Coming up with names is hard.  It’s the ultimate brand – literally branded onto you by someone else who didn’t even know you at the time.  It represents you, broadcasts you, it’s your ­@lifehandle. 

When I come up with names as a scriptwriter I run them through a check in my head: are they appropriate in terms of:

  • Historical setting
  • Gender
  • Class
  • Geography
  • Ethnicity
  • Story

And by story I mean do their actions reflect the person I’ve branded with that name (or not – setting up a false lead is sometimes good).  A recent BBC article talks about “nominative determinism” – that is the meaning of our names influence our life decisions.

Interesting stuff: if you’re a KEVIN you’re more likely to be ignored on dating apps, less likely to get job interviews … your brand has set you up with more difficulties than if you were a Michael.  So that’s going to shape you – for good or for bad.
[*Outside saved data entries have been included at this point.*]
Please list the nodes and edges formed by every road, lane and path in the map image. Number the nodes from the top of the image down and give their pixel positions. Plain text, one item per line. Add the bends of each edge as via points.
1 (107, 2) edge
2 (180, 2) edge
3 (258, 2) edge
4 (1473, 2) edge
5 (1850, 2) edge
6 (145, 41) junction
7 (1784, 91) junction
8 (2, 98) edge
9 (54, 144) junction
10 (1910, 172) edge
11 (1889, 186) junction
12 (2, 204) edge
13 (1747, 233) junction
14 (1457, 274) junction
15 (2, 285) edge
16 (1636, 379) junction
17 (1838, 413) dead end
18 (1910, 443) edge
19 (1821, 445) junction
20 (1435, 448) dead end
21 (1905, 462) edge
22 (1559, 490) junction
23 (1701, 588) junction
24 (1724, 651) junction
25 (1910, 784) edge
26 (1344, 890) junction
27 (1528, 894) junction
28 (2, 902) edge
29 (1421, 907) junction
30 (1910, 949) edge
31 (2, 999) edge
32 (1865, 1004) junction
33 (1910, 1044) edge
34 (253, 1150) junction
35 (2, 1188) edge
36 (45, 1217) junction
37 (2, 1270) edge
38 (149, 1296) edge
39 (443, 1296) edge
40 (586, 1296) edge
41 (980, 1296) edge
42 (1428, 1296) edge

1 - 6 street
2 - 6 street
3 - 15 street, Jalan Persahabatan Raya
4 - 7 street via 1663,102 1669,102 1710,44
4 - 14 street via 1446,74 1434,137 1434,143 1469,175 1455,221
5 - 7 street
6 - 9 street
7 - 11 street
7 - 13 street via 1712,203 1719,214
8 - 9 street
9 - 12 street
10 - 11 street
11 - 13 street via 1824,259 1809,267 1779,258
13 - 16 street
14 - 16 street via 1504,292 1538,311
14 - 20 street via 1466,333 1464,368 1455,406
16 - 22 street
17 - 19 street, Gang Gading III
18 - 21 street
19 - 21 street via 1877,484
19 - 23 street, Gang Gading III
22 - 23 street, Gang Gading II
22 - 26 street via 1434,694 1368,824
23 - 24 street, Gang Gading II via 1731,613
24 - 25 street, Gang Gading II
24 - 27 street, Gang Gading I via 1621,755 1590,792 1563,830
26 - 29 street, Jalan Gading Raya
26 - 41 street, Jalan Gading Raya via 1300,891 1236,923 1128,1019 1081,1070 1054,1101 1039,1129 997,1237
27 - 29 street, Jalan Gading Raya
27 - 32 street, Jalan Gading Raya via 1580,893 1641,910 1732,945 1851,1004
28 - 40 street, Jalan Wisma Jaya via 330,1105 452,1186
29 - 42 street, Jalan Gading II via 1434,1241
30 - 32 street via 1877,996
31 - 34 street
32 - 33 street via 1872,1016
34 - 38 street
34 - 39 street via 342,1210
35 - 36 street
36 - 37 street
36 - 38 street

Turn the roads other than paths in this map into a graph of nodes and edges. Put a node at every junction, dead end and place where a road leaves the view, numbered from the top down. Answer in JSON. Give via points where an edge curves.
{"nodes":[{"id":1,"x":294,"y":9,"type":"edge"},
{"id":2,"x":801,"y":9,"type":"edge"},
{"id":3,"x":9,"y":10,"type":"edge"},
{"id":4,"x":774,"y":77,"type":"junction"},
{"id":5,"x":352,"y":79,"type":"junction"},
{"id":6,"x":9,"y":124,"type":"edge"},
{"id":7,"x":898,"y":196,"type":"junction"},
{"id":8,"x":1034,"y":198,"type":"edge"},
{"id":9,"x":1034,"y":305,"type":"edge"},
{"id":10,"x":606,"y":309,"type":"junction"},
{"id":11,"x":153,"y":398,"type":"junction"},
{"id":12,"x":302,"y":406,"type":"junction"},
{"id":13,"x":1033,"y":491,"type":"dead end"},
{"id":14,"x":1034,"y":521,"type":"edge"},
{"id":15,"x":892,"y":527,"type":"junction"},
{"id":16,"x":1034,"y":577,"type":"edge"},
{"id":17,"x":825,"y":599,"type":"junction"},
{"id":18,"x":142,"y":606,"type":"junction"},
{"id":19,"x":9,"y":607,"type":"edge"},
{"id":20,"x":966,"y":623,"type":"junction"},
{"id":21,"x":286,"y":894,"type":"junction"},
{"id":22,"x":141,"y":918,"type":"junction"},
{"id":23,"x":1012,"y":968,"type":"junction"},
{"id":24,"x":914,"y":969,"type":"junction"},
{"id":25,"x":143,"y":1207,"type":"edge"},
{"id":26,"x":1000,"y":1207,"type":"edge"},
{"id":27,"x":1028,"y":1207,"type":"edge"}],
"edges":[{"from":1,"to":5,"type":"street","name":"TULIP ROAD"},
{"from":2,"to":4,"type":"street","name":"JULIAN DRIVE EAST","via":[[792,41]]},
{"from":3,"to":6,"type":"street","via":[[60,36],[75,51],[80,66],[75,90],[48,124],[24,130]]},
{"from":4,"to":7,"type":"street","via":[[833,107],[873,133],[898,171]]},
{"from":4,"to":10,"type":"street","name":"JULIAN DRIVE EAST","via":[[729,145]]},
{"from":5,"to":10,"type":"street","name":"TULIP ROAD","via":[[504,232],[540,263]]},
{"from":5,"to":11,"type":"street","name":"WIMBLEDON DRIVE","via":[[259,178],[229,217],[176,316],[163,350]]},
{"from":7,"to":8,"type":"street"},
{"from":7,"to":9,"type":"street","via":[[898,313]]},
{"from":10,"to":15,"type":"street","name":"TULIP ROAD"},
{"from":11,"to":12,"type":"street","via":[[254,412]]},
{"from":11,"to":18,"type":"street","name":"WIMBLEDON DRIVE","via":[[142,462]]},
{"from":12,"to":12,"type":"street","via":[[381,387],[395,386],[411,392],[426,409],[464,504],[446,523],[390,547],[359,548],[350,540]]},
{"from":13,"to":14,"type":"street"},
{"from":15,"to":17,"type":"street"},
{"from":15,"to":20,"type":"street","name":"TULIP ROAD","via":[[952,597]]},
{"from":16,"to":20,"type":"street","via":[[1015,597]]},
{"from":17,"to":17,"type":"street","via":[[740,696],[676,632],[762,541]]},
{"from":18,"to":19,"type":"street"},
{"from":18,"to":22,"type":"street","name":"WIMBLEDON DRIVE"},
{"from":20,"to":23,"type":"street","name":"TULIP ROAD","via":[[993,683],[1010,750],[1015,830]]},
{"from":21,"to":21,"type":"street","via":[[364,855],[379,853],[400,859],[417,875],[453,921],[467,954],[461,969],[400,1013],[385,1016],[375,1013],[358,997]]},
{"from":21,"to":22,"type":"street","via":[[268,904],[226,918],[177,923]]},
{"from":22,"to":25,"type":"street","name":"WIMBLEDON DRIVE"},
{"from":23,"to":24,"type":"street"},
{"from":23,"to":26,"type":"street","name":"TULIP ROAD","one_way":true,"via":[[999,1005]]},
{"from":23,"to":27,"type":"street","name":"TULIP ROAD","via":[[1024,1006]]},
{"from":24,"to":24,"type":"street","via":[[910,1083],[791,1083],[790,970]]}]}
Personally, I like using names that transcend … take JACK.  I can see a “Jack” in 1797 or in 2021.  He runs a multinational company with flare, he’s a cheeky welder in a steel works, a hipster brewer, a stay-at-home dad, a pirate.  Chameleon names are rare but useful.     

And me?  I’m very happy with Claire (“with an i”).  Would I have felt as happy if I had been born a boy, in which case I would have been called Trevor?   Erm …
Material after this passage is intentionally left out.